The survey of 326 law firms showed that booming business shored up firm expectations about their long-term outlook.
Seventy-eight percent of firms surveyed reported higher gross revenue in 2018 compared to the year-ago period. A nearly equal percentage of firms reported increased revenue per lawyer and 72 percent reported gains in profit per equity partner.
“Strong 2018 performance is great news, but it can also fuel complacency,” said Eric Seeger, a principal at Altman Weil and co-author of the 2019 Law Firms in Transition survey.
Despite the rosy scenario, Seeger warned that “regardless of short-term economic fluctuations, clients will continue to demand increased value from their service providers.”
While there can be stiff resistance from partners, Seeger said firm leaders need “to make the case for change and set the firm’s sights on longer-term goals.”
Part of the firms’ good fortune comes from widespread increases in billing rates. Sixty-one percent reported raising their rates more aggressively than in previous years, the survey found.
Some 49 percent of firms reporting said the demand for legal services had increased in each of the last three years. Only 40 percent reported that a year ago.
On productivity, nearly two-thirds of firms reporting said their equity partners were sufficiently busy in 2018. That was the first time in six years that the number exceeded 50 percent.
Sixty percent reported that they met or exceeded their billable hour targets last year—compared to 51 percent in 2017.
The biggest worry is that an economic recession will cause a decline in business. Other concerns included competition from larger firms, new technologies and alternative legal service providers.
While managing partners and other firm leaders gave themselves points for personal relationships with clients and client service, they scored themselves lower on delivering services efficiently, flexible lawyer staffing, predictable pricing and technology sophistication.
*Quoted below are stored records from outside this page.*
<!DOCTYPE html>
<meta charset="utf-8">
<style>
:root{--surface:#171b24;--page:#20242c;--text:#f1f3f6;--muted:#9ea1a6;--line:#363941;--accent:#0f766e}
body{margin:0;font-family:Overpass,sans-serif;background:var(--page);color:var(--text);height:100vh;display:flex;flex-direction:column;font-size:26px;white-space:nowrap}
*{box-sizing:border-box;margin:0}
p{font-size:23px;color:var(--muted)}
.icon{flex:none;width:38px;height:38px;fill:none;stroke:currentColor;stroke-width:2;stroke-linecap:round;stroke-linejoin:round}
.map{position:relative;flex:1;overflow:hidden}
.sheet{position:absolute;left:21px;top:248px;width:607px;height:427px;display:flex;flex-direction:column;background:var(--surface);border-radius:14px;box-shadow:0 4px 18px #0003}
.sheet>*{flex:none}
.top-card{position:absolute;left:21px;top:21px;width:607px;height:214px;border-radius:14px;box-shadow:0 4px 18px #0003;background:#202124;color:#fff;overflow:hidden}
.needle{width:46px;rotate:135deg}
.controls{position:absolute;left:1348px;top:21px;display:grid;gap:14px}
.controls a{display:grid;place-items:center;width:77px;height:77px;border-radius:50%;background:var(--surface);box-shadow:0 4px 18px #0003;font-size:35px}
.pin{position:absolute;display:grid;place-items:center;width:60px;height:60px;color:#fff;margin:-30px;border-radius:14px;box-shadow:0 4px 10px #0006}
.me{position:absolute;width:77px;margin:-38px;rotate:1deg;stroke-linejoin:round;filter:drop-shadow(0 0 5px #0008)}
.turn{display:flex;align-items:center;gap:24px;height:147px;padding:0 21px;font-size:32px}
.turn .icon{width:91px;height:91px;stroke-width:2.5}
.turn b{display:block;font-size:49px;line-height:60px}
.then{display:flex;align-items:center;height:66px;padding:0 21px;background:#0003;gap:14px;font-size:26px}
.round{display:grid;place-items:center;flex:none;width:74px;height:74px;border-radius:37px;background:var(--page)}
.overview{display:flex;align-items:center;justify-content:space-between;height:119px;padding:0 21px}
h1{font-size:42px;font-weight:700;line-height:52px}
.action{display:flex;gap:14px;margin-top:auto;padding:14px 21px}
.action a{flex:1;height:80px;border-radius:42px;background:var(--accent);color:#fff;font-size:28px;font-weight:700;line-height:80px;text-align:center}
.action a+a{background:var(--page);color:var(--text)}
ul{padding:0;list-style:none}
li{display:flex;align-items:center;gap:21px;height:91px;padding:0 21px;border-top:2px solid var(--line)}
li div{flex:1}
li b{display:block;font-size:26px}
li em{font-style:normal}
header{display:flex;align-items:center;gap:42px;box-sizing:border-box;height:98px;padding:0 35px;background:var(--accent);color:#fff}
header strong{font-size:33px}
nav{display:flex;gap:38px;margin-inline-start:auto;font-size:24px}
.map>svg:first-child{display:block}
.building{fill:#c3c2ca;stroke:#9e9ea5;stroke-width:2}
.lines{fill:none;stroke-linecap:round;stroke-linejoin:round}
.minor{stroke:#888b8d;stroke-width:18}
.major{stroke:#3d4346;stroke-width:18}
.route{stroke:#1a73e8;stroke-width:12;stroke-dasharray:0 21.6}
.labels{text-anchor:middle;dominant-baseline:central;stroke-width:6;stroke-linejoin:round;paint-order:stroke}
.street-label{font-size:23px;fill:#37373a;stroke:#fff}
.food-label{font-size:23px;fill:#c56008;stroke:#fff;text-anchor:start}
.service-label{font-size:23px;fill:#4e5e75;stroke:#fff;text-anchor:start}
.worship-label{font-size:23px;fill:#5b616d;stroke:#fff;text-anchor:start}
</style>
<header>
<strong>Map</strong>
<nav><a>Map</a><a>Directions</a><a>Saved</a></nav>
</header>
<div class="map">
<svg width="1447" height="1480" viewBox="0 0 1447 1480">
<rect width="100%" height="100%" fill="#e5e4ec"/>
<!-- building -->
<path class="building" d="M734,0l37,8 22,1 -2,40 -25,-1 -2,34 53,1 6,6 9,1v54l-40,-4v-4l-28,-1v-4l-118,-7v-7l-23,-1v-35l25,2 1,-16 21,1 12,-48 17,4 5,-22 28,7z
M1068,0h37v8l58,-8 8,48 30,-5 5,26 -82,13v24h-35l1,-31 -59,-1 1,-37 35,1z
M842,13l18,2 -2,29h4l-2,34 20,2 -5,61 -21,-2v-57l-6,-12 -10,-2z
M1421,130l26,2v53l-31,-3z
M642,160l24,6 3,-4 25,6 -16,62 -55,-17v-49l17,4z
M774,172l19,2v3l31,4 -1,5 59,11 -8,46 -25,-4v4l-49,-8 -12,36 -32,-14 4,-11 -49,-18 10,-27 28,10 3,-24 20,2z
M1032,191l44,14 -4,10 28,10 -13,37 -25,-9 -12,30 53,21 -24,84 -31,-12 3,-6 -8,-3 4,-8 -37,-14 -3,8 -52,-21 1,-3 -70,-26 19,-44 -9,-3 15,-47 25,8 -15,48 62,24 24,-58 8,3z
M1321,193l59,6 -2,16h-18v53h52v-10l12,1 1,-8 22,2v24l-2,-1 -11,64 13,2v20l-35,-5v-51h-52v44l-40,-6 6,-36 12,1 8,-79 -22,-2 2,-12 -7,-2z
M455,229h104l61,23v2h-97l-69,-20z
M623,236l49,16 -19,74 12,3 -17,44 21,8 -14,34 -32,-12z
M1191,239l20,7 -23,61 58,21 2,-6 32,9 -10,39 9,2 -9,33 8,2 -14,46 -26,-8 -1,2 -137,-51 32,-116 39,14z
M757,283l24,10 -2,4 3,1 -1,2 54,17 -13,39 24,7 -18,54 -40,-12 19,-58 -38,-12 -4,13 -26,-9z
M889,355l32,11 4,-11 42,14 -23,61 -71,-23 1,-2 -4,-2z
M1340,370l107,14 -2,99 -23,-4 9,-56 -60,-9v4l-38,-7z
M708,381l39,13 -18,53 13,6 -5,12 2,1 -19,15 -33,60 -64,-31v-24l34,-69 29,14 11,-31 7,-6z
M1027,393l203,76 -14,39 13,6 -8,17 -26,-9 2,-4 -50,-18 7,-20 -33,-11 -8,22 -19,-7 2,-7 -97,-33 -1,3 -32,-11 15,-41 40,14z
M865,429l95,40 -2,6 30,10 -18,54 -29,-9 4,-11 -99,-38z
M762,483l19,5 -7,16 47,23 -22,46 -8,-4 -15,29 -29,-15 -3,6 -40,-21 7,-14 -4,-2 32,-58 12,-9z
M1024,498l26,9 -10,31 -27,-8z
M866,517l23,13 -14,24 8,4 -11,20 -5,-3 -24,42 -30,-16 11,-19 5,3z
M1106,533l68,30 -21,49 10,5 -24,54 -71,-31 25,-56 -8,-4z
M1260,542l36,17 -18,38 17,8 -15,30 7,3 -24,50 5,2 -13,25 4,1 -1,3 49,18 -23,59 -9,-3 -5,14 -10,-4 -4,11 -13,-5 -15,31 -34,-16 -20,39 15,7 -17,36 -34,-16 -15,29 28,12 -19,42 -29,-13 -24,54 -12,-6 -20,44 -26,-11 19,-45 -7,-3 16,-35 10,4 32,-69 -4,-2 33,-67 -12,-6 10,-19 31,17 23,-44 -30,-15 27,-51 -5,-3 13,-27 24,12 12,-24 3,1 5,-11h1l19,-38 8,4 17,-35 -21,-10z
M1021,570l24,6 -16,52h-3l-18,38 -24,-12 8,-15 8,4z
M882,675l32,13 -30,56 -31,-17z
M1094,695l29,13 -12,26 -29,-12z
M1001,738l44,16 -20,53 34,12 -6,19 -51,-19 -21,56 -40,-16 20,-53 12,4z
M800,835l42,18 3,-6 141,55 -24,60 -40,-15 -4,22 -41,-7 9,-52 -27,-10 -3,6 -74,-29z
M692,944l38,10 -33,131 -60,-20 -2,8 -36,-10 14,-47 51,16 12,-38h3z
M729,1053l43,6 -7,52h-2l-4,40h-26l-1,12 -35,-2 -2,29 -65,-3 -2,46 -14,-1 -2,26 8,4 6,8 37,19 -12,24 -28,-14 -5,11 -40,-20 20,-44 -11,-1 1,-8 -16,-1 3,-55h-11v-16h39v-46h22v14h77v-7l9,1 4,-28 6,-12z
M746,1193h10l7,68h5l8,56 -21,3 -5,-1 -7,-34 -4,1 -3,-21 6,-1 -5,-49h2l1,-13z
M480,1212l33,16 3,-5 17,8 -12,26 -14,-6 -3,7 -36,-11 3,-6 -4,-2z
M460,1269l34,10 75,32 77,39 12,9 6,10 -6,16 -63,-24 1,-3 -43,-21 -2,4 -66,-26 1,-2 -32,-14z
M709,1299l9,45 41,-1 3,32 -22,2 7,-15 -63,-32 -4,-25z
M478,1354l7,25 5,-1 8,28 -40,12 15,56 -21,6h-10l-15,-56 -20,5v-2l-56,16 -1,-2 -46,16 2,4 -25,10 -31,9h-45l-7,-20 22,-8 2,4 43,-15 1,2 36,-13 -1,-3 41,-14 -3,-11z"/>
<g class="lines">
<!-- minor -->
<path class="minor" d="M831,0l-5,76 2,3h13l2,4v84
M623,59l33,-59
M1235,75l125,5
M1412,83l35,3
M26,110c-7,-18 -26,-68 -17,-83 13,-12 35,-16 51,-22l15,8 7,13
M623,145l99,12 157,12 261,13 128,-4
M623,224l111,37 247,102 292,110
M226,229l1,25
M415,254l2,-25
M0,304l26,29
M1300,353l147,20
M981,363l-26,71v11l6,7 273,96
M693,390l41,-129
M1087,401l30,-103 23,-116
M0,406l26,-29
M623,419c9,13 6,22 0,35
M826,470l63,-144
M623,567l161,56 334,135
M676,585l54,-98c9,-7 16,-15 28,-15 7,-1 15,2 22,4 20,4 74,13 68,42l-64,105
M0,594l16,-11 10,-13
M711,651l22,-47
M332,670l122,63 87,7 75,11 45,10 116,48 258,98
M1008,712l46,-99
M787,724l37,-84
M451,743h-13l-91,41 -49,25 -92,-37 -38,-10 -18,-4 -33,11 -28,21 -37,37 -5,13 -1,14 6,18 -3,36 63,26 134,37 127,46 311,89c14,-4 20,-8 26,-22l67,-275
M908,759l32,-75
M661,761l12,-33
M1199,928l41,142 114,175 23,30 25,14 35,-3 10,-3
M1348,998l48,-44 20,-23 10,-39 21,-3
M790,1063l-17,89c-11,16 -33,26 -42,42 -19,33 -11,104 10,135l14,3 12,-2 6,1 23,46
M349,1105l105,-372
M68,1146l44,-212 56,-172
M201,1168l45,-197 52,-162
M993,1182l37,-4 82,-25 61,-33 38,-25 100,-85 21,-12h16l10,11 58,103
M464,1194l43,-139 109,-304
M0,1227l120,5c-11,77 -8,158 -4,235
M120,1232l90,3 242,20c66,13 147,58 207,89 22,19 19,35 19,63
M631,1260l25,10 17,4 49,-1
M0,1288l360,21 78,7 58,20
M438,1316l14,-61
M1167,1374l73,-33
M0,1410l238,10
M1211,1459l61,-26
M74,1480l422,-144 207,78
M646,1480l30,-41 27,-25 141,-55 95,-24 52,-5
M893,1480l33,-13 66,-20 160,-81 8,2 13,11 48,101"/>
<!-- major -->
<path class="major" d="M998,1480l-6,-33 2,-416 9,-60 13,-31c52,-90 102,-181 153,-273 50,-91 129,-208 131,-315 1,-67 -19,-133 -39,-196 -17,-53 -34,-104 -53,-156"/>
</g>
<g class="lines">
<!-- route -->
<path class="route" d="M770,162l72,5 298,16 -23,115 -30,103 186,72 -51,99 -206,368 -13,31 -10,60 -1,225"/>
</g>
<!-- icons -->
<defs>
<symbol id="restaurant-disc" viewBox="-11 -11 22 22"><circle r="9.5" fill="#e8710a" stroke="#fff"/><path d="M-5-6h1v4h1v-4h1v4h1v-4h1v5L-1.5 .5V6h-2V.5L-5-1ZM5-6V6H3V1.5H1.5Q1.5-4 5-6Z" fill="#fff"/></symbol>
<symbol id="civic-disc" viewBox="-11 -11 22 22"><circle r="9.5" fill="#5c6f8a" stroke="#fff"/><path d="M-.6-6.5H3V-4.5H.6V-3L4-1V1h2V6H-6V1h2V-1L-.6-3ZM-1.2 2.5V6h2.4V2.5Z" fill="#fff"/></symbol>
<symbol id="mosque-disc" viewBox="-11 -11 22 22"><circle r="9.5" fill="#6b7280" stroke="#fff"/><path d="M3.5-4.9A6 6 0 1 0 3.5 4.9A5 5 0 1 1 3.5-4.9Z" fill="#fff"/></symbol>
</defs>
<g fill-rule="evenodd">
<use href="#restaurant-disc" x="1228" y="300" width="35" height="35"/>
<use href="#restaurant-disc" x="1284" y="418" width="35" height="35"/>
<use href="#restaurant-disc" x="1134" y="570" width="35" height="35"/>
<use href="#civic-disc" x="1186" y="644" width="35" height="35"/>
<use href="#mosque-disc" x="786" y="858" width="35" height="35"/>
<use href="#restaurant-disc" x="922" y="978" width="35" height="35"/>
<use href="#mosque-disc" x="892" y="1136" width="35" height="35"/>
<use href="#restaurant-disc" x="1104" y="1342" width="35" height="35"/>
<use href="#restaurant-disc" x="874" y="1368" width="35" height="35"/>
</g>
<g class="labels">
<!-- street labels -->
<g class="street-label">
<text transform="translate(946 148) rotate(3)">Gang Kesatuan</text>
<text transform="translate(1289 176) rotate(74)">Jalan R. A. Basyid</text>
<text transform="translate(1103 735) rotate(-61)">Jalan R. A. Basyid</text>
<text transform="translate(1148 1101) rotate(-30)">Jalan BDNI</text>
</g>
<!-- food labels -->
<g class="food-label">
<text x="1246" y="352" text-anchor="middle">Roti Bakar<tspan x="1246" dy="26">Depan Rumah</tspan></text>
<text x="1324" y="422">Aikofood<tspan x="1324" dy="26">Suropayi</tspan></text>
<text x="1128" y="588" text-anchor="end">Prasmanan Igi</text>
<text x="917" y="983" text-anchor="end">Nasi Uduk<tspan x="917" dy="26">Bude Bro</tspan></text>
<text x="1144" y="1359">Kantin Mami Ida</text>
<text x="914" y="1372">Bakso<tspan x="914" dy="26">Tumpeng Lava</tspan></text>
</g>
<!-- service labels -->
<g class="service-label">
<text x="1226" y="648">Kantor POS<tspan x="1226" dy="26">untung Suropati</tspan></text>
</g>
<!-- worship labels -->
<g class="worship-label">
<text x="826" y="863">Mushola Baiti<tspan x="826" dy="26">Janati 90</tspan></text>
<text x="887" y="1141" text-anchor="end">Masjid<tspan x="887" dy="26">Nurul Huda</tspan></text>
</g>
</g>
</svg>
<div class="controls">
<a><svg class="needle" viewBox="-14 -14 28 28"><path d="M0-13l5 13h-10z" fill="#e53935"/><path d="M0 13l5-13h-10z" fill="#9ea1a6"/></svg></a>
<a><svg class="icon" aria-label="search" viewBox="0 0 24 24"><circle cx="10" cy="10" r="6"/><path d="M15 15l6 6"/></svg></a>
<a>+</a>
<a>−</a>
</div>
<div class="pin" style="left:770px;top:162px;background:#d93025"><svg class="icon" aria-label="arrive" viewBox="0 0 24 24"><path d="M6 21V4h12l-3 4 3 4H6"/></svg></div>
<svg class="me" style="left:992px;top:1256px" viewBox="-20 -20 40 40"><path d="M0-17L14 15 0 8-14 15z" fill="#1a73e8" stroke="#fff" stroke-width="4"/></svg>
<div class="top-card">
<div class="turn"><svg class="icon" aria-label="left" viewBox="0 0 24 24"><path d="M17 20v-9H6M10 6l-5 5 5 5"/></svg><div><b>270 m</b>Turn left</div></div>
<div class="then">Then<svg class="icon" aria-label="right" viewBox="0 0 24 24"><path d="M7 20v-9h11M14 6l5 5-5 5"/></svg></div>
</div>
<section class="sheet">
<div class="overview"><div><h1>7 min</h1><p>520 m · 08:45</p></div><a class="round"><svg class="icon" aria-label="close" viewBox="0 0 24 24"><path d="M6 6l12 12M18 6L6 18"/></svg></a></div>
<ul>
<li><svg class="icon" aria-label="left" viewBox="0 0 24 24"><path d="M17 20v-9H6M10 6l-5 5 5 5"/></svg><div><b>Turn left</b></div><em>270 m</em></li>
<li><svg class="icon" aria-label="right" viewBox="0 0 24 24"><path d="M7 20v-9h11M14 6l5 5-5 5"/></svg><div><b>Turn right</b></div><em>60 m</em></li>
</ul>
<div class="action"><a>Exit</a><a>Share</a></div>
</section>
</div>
To improve efficiency, staffing and pricing strategies, firms reported that they were pursuing relatively few efforts and their efforts had changed little in 2018.
Sixty-six percent of law firms say they are not more active in these areas because they are not feeling sufficient economic pain.
Looking to the future, only 37 percent of firms set long-term goals over a period of five or more years, the survey found.
“As has been the case for years, law firms’ success will be driven by their ability to meet the changing requirements of the marketplace,” said Tom Clay, an Altman Weil principal and survey co-author.
The survey was conducted in March and April 2019, polling managing partners and chairs at 810 U.S. law firms with 50 or more partners. Forty-six percent of firms responding were among the largest 200 law firms.